RECORDS SUPPLIED:
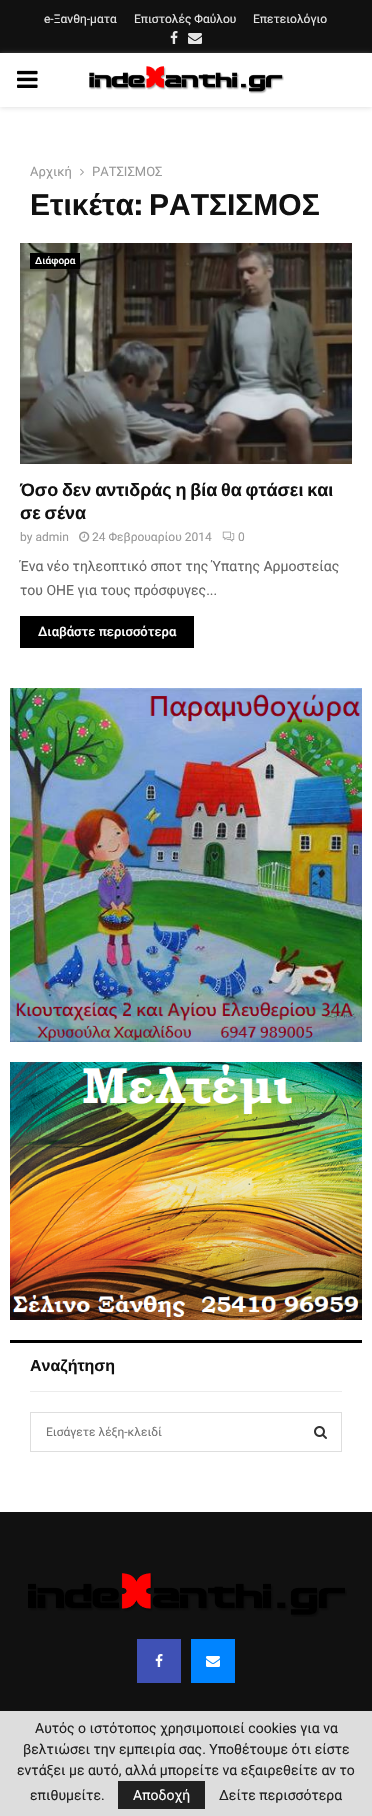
void draw(SkCanvas* canvas) {
	SkPaint fill;
	fill.setAntiAlias(true);
	auto makeFont = [&](const char* family, int weight, float size, bool italic = false) {
		SkFontStyle style(weight, SkFontStyle::kNormal_Width,
			italic ? SkFontStyle::kItalic_Slant : SkFontStyle::kUpright_Slant);
		SkFont result(fontMgr->matchFamilyStyle(family, style), size);
		result.setSubpixel(true);
		return result;
	};
	auto text = [&](const char* s, float x, float y, const SkFont& font) {
		canvas->drawString(s, x, y, font, fill);
	};
	auto spacedText = [&](const char* s, float x, float y, const SkFont& font, const SkPaint& ink, float letter, float word) {
		std::vector<SkGlyphID> glyphs(font.countText(s, strlen(s), SkTextEncoding::kUTF8));
		std::vector<float> xs(glyphs.size());
		font.textToGlyphs(s, strlen(s), SkTextEncoding::kUTF8, glyphs);
		font.getXPos(glyphs, xs, x);
		float extra = 0;
		for (size_t i = 0; i < glyphs.size(); i++) {
			xs[i] += extra;
			extra += letter + word * (glyphs[i] == font.unicharToGlyph(' '));
		}
		canvas->drawTextBlob(SkTextBlob::MakeFromPosHGlyphs(glyphs, xs, y, font), 0, 0, ink);
	};
	auto box = [&](float l, float t, float r, float b) {
		canvas->drawRect(SkRect::MakeLTRB(l, t, r, b), fill);
	};
	auto picture = [&](const char* path, float l, float t, float r, float b) {
		auto image = SkImages::DeferredFromEncodedData(SkData::MakeFromFileName(path));
		canvas->drawImageRect(image, SkRect::MakeLTRB(l, t, r, b), SkSamplingOptions());
	};
	canvas->clear(0xFFFFFFFF);
	fill.setColor(0xFF111111);
	box(0, 0, 372, 53);
	picture("image0.png", 170, 31, 178, 44);
	picture("image1.png", 188, 33, 202, 44);
	canvas->save();
	canvas->clipPath(SkPathBuilder(SkPathFillType::kEvenOdd).moveTo(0, 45).lineTo(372, 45).lineTo(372, 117).lineTo(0, 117).close().moveTo(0, 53).lineTo(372, 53).lineTo(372, 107).lineTo(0, 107).close().detach(), true);
	fill.setColor(0x75BEBEBE);
	fill.setMaskFilter(SkMaskFilter::MakeBlur(kNormal_SkBlurStyle, 2.5f));
	canvas->drawRect(SkRect::MakeLTRB(0, 54, 372, 108), fill);
	fill.setMaskFilter(nullptr);
	canvas->restore();
	picture("image2.png", 17, 70, 38, 88);
	picture("image3.png", 89, 66, 284, 94);
	picture("image4.png", 80, 168, 84, 176);
	picture("image5.png", 20, 243, 352, 464);
	fill.setColor(0xFF000000);
	box(30, 253, 80, 269);
	picture("image6.png", 79, 531, 90, 542);
	picture("image7.png", 222, 531, 235, 542);
	box(20, 616, 194, 648);
	picture("image8.png", 10, 688, 362, 1042);
	picture("image9.png", 10, 1062, 362, 1320);
	fill.setColor(0xFFECECEC);
	box(30, 1391, 342, 1392);
	fill.setColor(0xFF000000);
	box(10, 1340, 362, 1343);
	fill.setStyle(SkPaint::kStroke_Style);
	fill.setStrokeWidth(1);
	fill.setColor(0xFFDEDEDE);
	canvas->drawRect(SkRect::MakeLTRB(30.5f, 1412.5f, 341.5f, 1451.5f), fill);
	picture("image10.png", 314, 1426, 327, 1439);
	fill.setStyle(SkPaint::kFill_Style);
	fill.setColor(0xFF111111);
	box(0, 1512, 372, 1711);
	picture("image11.png", 28, 1573, 347, 1617);
	fill.setColor(0xFF3F51B5);
	box(137, 1639, 181, 1683);
	picture("image12.png", 155, 1654, 163, 1667);
	fill.setColor(0xFF0084FF);
	box(191, 1639, 235, 1683);
	picture("image13.png", 206, 1656, 220, 1667);
	fill.setColor(0xFFDDDDDD);
	box(0, 1711, 372, 1816);
	fill.setColor(0xFF212121);
	box(118, 1781, 205, 1809);
	auto font1 = makeFont("Roboto", 400, 12);
	fill.setColor(0xFFE5E5E5);
	text("e-Ξανθη-ματα", 44, 23, font1);
	text("Eπιστολές Φαύλου", 134, 23, font1);
	text("Επετειολόγιο", 253, 23, font1);
	auto font2 = makeFont("Roboto", 400, 13);
	fill.setColor(0xFF999999);
	text("Αρχική", 30, 176, font2);
	text("ΡΑΤΣΙΣΜΟΣ", 92, 176, font2);
	auto font3 = makeFont("Liberation Sans", 700, 30);
	fill.setColor(0xFF111111);
	text("Ετικέτα", 30, 215, font3);
	auto font4 = makeFont("Chivo", 700, 30);
	text(":", 134, 215, font4);
	text("ΡΑΤΣΙΣΜΟΣ", 149, 215, font3);
	auto font5 = makeFont("Roboto", 500, 10);
	fill.setColor(0xFFFFFFFF);
	text("Διάφορα", 35, 264, font5);
	auto font6 = makeFont("Liberation Sans", 700, 18);
	fill.setColor(0xFF111111);
	spacedText("Όσο δεν αντιδράς η βία θα φτάσει και", 20, 496, font6, fill, 0, -1.25f);
	spacedText("σε σένα", 20, 519, font6, fill, 0, -1.25f);
	fill.setColor(0xFF999999);
	text("by admin", 20, 541, font1);
	text("24 Φεβρουαρίου 2014", 92, 541, font1);
	text("0", 238, 541, font1);
	auto font7 = makeFont("Roboto", 400, 14);
	fill.setColor(0xFF666666);
	text("Ένα νέο τηλεοπτικό σποτ της Ύπατης Αρμοστείας", 20, 571, font7);
	text("του ΟΗΕ για τους πρόσφυγες...", 20, 595, font7);
	auto font8 = makeFont("Roboto", 500, 13);
	fill.setColor(0xFFFFFFFF);
	text("Διαβάστε περισσότερα", 38, 636, font8);
	auto font9 = makeFont("Liberation Sans", 700, 16);
	fill.setColor(0xFF111111);
	text("Αναζήτηση", 30, 1371, font9);
	fill.setColor(0xFF757575);
	text("Εισάγετε λέξη-κλειδί", 46, 1436, font1);
	fill.setColor(0xFF212121);
	text("Αυτός ο ιστότοπος χρησιμοποιεί cookies για να", 35, 1733, font7);
	text("βελτιώσει την εμπειρία σας. Υποθέτουμε ότι είστε", 23, 1754, font7);
	text("εντάξει με αυτό, αλλά μπορείτε να εξαιρεθείτε αν το", 17, 1775, font7);
	text("επιθυμείτε.", 30, 1800, font7);
	fill.setColor(0xFFFFFFFF);
	text("Αποδοχή", 133, 1800, font7);
	fill.setColor(0xFF212121);
	text("Δείτε περισσότερα", 219, 1800, font7);
}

WHAT IS EXPECTED: Write the number of lines in the listing above that contain the word "SkFontStyle". No other text should appear.

THE COMPLETED TASK: 2